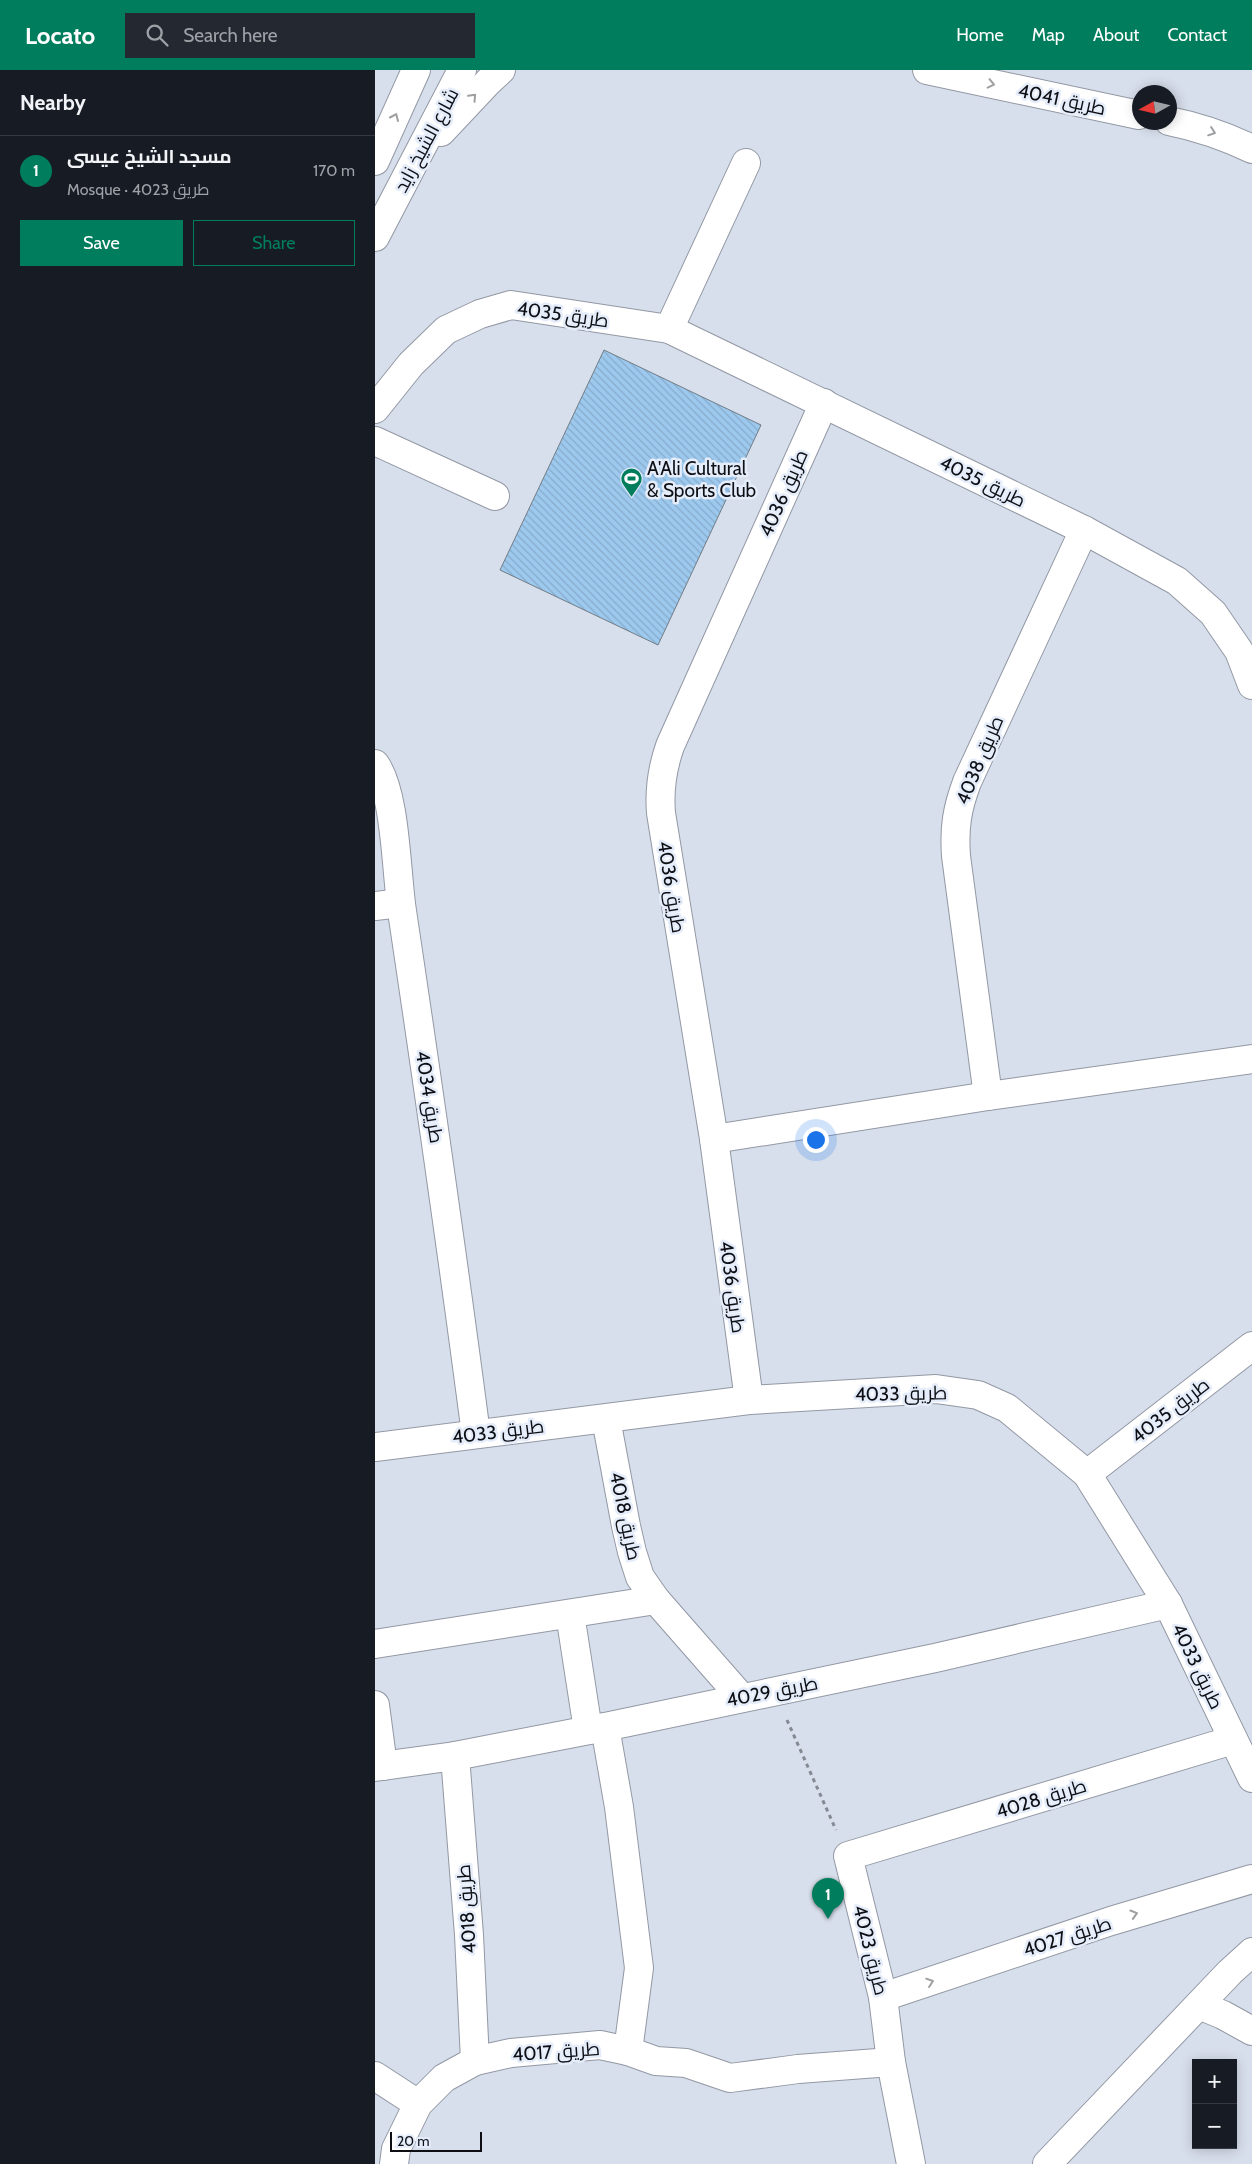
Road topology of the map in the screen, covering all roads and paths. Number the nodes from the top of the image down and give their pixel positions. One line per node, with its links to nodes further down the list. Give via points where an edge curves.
1 (416, 70): 9 (street, one-way to 1)
2 (462, 70): 8 (street, شارع الشيخ زايد)
3 (501, 70): 8 (street, one-way to 3)
4 (927, 70): 5 (street, طريق 4041, one-way to 5)
5 (1132, 114)
6 (1177, 123): 7 (street, one-way to 7, via 1203,129)
7 (1252, 149)
8 (416, 158): 11 (street, شارع الشيخ زايد)
9 (375, 162)
10 (746, 163): 12 (street)
11 (375, 237)
12 (669, 329): 13 (street, طريق 4035); 14 (street, طريق 4035, via 511,305 480,314 446,330 411,364)
13 (824, 404): 17 (street, طريق 4035); 23 (street, طريق 4036, via 670,746 662,771 661,813)
14 (375, 408)
15 (375, 441): 16 (street)
16 (495, 496)
17 (1084, 530): 18 (street, طريق 4035, via 1177,581 1213,613 1239,650); 22 (street, طريق 4038, via 957,810 954,831 956,856)
18 (1252, 685)
19 (375, 764): 20 (street, طريق 4034, via 382,774 390,807)
20 (388, 905): 27 (street, طريق 4034, via 442,1176)
21 (1252, 1059): 22 (street)
22 (989, 1096): 23 (street)
23 (714, 1139): 25 (street, طريق 4036)
24 (1252, 1346): 29 (street, طريق 4035)
25 (749, 1400): 26 (street, طريق 4033); 29 (street, طريق 4033, via 936,1389 978,1395 1007,1408)
26 (606, 1419): 27 (street, طريق 4033); 30 (street, طريق 4018, via 632,1552 640,1577)
27 (476, 1434): 28 (street, طريق 4033)
28 (375, 1447)
29 (1087, 1474): 31 (street, طريق 4033)
30 (656, 1600): 32 (street); 35 (street, طريق 4018)
31 (1168, 1604): 34 (street, طريق 4029, via 935,1658); 38 (street, طريق 4033)
32 (570, 1614): 33 (street); 37 (street, طريق 4017)
33 (375, 1644)
34 (774, 1690): 35 (street, طريق 4029); 42 (path)
35 (741, 1697): 37 (street, طريق 4029)
36 (375, 1705): 40 (street)
37 (597, 1728): 39 (street, طريق 4029); 48 (street, طريق 4017, via 619,1806 639,1968)
38 (1233, 1740): 41 (street, طريق 4033); 42 (street, طريق 4028)
39 (455, 1756): 40 (street, طريق 4029); 49 (street, طريق 4018)
40 (379, 1767)
41 (1252, 1778)
42 (848, 1856): 45 (street, طريق 4023)
43 (1252, 1879): 45 (street, طريق 4027, one-way to 43, via 1111,1921)
44 (1252, 1952): 46 (street)
45 (883, 1997): 50 (street, طريق 4023)
46 (1199, 2005): 47 (street); 55 (street)
47 (1252, 2031)
48 (628, 2051): 49 (street, طريق 4017, via 600,2044 511,2053); 50 (street, via 657,2061 686,2063 730,2078)
49 (475, 2061): 52 (street, طريق 4017, via 444,2078)
50 (891, 2062): 54 (street, طريق 4023)
51 (375, 2076): 52 (street)
52 (418, 2104): 53 (street, طريق 4017, via 396,2149)
53 (394, 2164)
54 (911, 2164)
55 (1047, 2164)

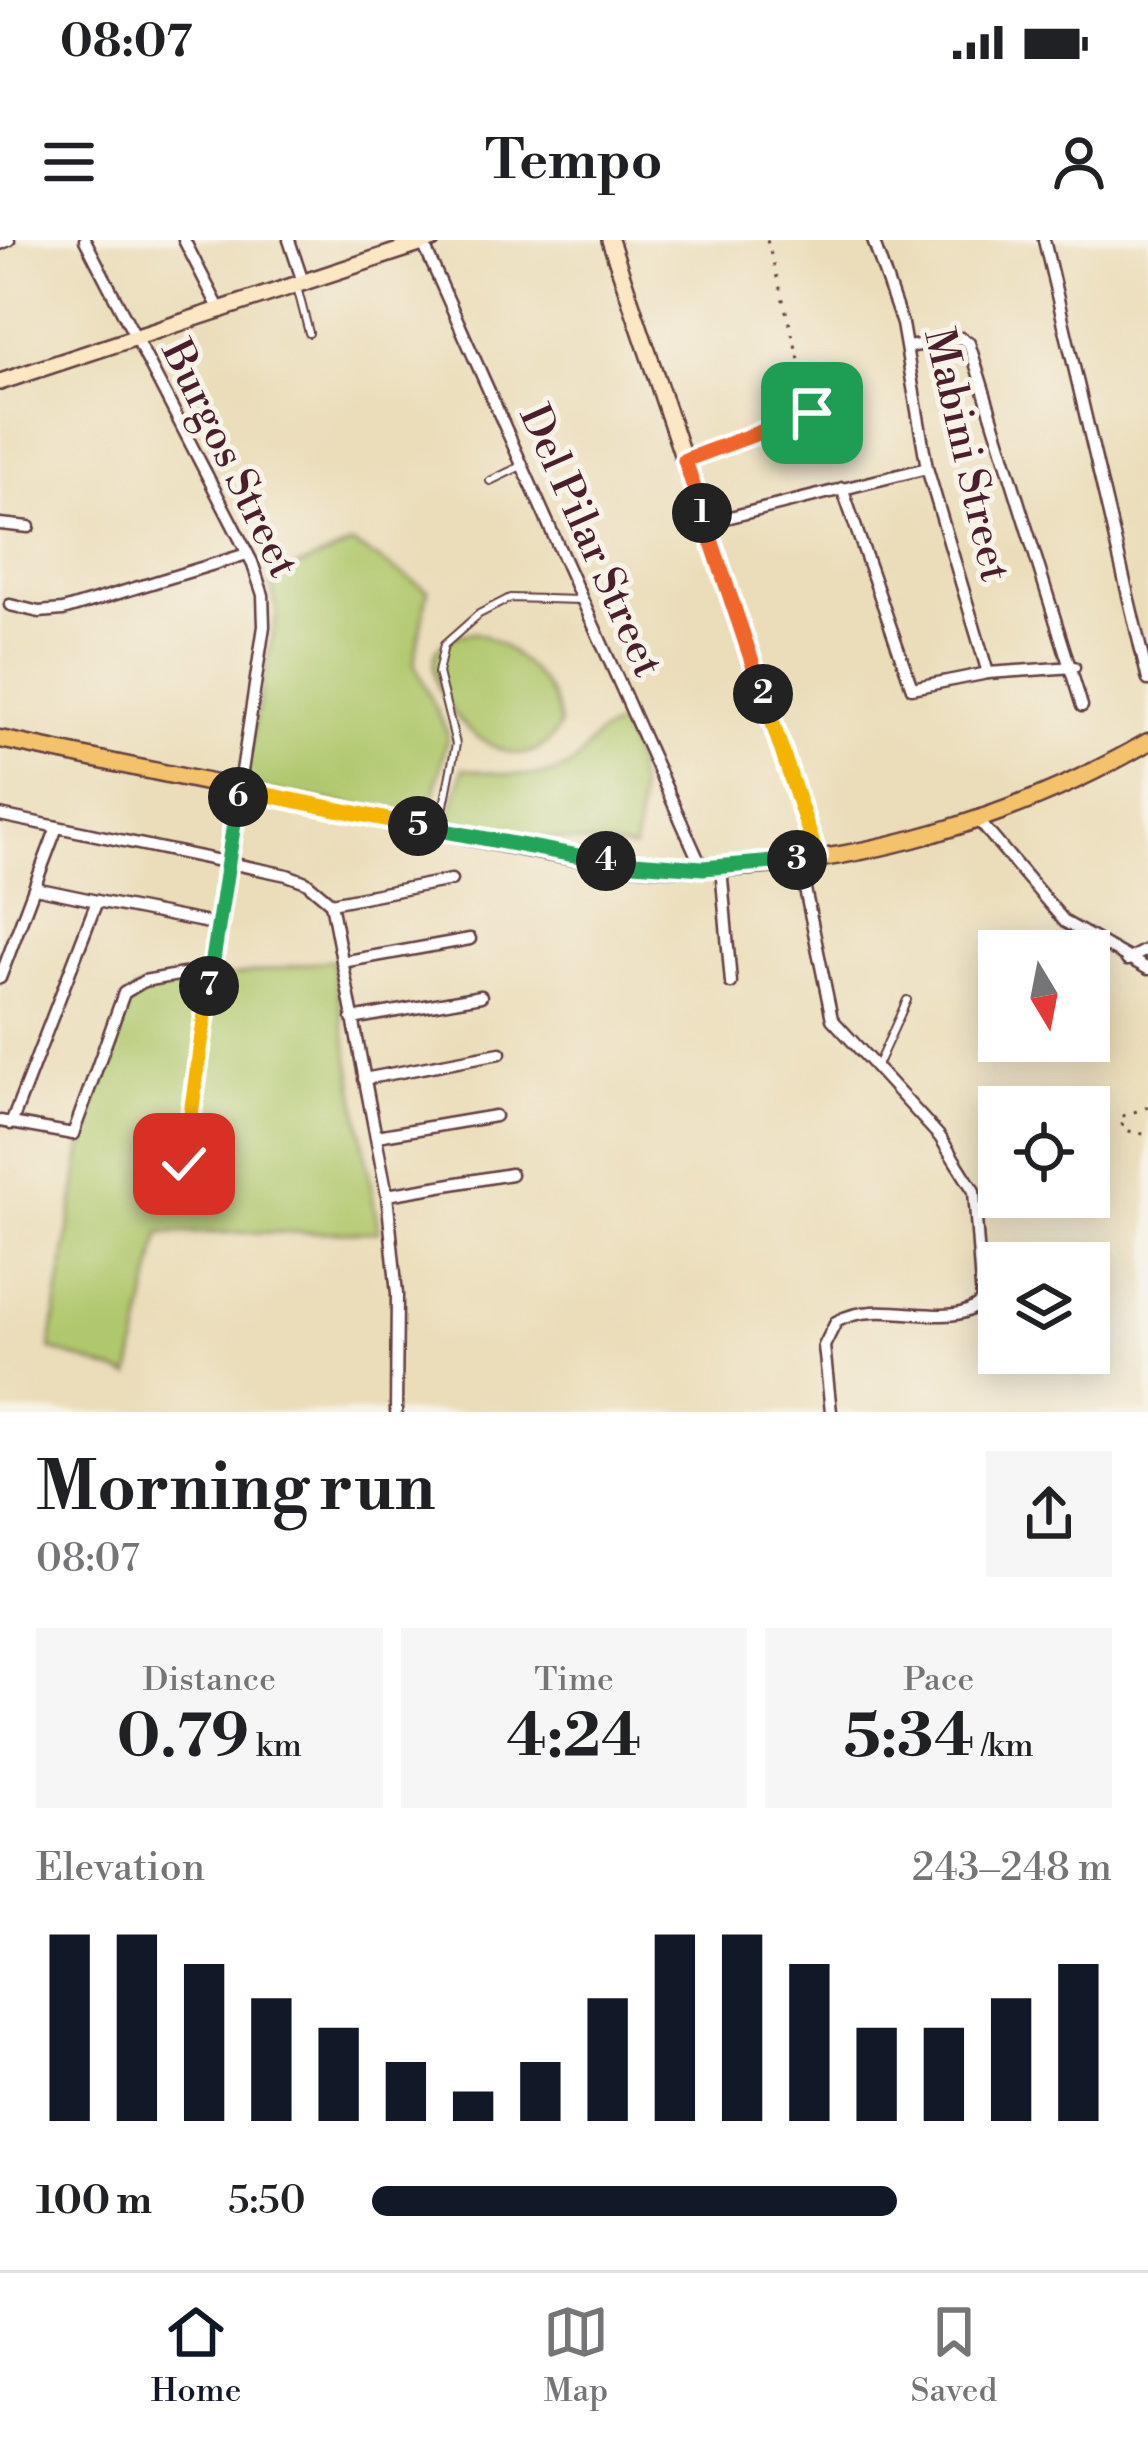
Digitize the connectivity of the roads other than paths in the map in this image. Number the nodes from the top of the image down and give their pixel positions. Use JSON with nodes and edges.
{"nodes":[{"id":1,"x":9,"y":240,"type":"edge"},
{"id":2,"x":85,"y":240,"type":"edge"},
{"id":3,"x":184,"y":240,"type":"edge"},
{"id":4,"x":289,"y":240,"type":"edge"},
{"id":5,"x":610,"y":240,"type":"edge"},
{"id":6,"x":873,"y":240,"type":"edge"},
{"id":7,"x":1044,"y":240,"type":"edge"},
{"id":8,"x":425,"y":241,"type":"edge"},
{"id":9,"x":0,"y":244,"type":"edge"},
{"id":10,"x":300,"y":286,"type":"junction"},
{"id":11,"x":220,"y":312,"type":"junction"},
{"id":12,"x":309,"y":333,"type":"dead end"},
{"id":13,"x":134,"y":338,"type":"junction"},
{"id":14,"x":908,"y":347,"type":"junction"},
{"id":15,"x":0,"y":382,"type":"edge"},
{"id":16,"x":519,"y":467,"type":"junction"},
{"id":17,"x":927,"y":468,"type":"junction"},
{"id":18,"x":490,"y":481,"type":"dead end"},
{"id":19,"x":842,"y":488,"type":"junction"},
{"id":20,"x":706,"y":523,"type":"junction"},
{"id":21,"x":0,"y":524,"type":"edge"},
{"id":22,"x":29,"y":527,"type":"dead end"},
{"id":23,"x":247,"y":554,"type":"junction"},
{"id":24,"x":580,"y":600,"type":"junction"},
{"id":25,"x":10,"y":605,"type":"dead end"},
{"id":26,"x":1074,"y":667,"type":"junction"},
{"id":27,"x":988,"y":673,"type":"junction"},
{"id":28,"x":1148,"y":680,"type":"edge"},
{"id":29,"x":1082,"y":706,"type":"dead end"},
{"id":30,"x":0,"y":740,"type":"edge"},
{"id":31,"x":1148,"y":742,"type":"edge"},
{"id":32,"x":239,"y":789,"type":"junction"},
{"id":33,"x":0,"y":815,"type":"edge"},
{"id":34,"x":979,"y":820,"type":"junction"},
{"id":35,"x":57,"y":827,"type":"junction"},
{"id":36,"x":439,"y":830,"type":"junction"},
{"id":37,"x":808,"y":858,"type":"junction"},
{"id":38,"x":229,"y":866,"type":"junction"},
{"id":39,"x":712,"y":867,"type":"junction"},
{"id":40,"x":451,"y":880,"type":"dead end"},
{"id":41,"x":35,"y":888,"type":"junction"},
{"id":42,"x":97,"y":901,"type":"junction"},
{"id":43,"x":331,"y":903,"type":"junction"},
{"id":44,"x":219,"y":925,"type":"junction"},
{"id":45,"x":470,"y":939,"type":"dead end"},
{"id":46,"x":1148,"y":949,"type":"edge"},
{"id":47,"x":1127,"y":960,"type":"junction"},
{"id":48,"x":341,"y":962,"type":"junction"},
{"id":49,"x":212,"y":969,"type":"junction"},
{"id":50,"x":1148,"y":969,"type":"edge"},
{"id":51,"x":0,"y":978,"type":"edge"},
{"id":52,"x":731,"y":983,"type":"dead end"},
{"id":53,"x":481,"y":996,"type":"dead end"},
{"id":54,"x":907,"y":1000,"type":"dead end"},
{"id":55,"x":352,"y":1019,"type":"junction"},
{"id":56,"x":500,"y":1053,"type":"dead end"},
{"id":57,"x":874,"y":1071,"type":"junction"},
{"id":58,"x":364,"y":1079,"type":"junction"},
{"id":59,"x":496,"y":1116,"type":"dead end"},
{"id":60,"x":6,"y":1123,"type":"edge"},
{"id":61,"x":191,"y":1135,"type":"junction"},
{"id":62,"x":376,"y":1136,"type":"junction"},
{"id":63,"x":511,"y":1174,"type":"dead end"},
{"id":64,"x":387,"y":1195,"type":"junction"},
{"id":65,"x":396,"y":1412,"type":"edge"},
{"id":66,"x":831,"y":1412,"type":"edge"}],
"edges":[{"from":1,"to":9,"type":"street"},
{"from":2,"to":13,"type":"street","name":"Burgos Street"},
{"from":3,"to":11,"type":"street"},
{"from":4,"to":10,"type":"street"},
{"from":5,"to":20,"type":"street"},
{"from":6,"to":14,"type":"street","name":"Mabini Street"},
{"from":7,"to":28,"type":"street"},
{"from":8,"to":10,"type":"street"},
{"from":8,"to":16,"type":"street","name":"Del Pilar Street"},
{"from":10,"to":11,"type":"street"},
{"from":10,"to":12,"type":"lane"},
{"from":11,"to":13,"type":"street"},
{"from":13,"to":15,"type":"street"},
{"from":13,"to":23,"type":"street","name":"Burgos Street"},
{"from":14,"to":17,"type":"street","name":"Mabini Street"},
{"from":14,"to":26,"type":"street"},
{"from":16,"to":18,"type":"lane"},
{"from":16,"to":24,"type":"street","name":"Del Pilar Street"},
{"from":17,"to":19,"type":"street"},
{"from":17,"to":27,"type":"street","name":"Mabini Street"},
{"from":19,"to":20,"type":"street"},
{"from":19,"to":27,"type":"street"},
{"from":20,"to":37,"type":"street"},
{"from":21,"to":22,"type":"street"},
{"from":23,"to":25,"type":"street"},
{"from":23,"to":32,"type":"street","name":"Burgos Street"},
{"from":24,"to":36,"type":"lane"},
{"from":24,"to":39,"type":"street","name":"Del Pilar Street"},
{"from":26,"to":27,"type":"street"},
{"from":26,"to":29,"type":"street"},
{"from":30,"to":32,"type":"main road"},
{"from":31,"to":34,"type":"main road"},
{"from":32,"to":36,"type":"main road"},
{"from":32,"to":38,"type":"street","name":"Burgos Street"},
{"from":33,"to":35,"type":"street"},
{"from":34,"to":37,"type":"main road"},
{"from":34,"to":47,"type":"street"},
{"from":35,"to":38,"type":"street"},
{"from":35,"to":41,"type":"street"},
{"from":36,"to":39,"type":"main road"},
{"from":37,"to":39,"type":"main road"},
{"from":37,"to":57,"type":"street"},
{"from":38,"to":43,"type":"street"},
{"from":38,"to":44,"type":"street","name":"Burgos Street"},
{"from":39,"to":52,"type":"street","name":"Del Pilar Street"},
{"from":40,"to":43,"type":"street"},
{"from":41,"to":42,"type":"street"},
{"from":41,"to":51,"type":"street"},
{"from":42,"to":44,"type":"street"},
{"from":42,"to":60,"type":"street"},
{"from":43,"to":48,"type":"street"},
{"from":44,"to":49,"type":"street","name":"Burgos Street"},
{"from":45,"to":48,"type":"street"},
{"from":46,"to":47,"type":"street"},
{"from":47,"to":50,"type":"street"},
{"from":48,"to":55,"type":"street"},
{"from":49,"to":60,"type":"street"},
{"from":49,"to":61,"type":"lane"},
{"from":53,"to":55,"type":"street"},
{"from":54,"to":57,"type":"lane"},
{"from":55,"to":58,"type":"street"},
{"from":56,"to":58,"type":"street"},
{"from":57,"to":66,"type":"street"},
{"from":58,"to":62,"type":"street"},
{"from":59,"to":62,"type":"street"},
{"from":61,"to":61,"type":"lane"},
{"from":62,"to":64,"type":"street"},
{"from":63,"to":64,"type":"street"},
{"from":64,"to":65,"type":"street"}]}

□ □ □ □ □

_WORK TO COMPLETE_. Go through the entries above and copy out every line that includes the word "Number".

_EXERCISE ANSWER_.
Road topology of the map in the screen, covering all roads and paths. Number the nodes from the top of the image down and give their pixel positions. One line per node, with its links to nodes further down the list. Give via points where an edge curves.
Digitize the connectivity of the roads other than paths in the map in this image. Number the nodes from the top of the image down and give their pixel positions. Use JSON with nodes and edges.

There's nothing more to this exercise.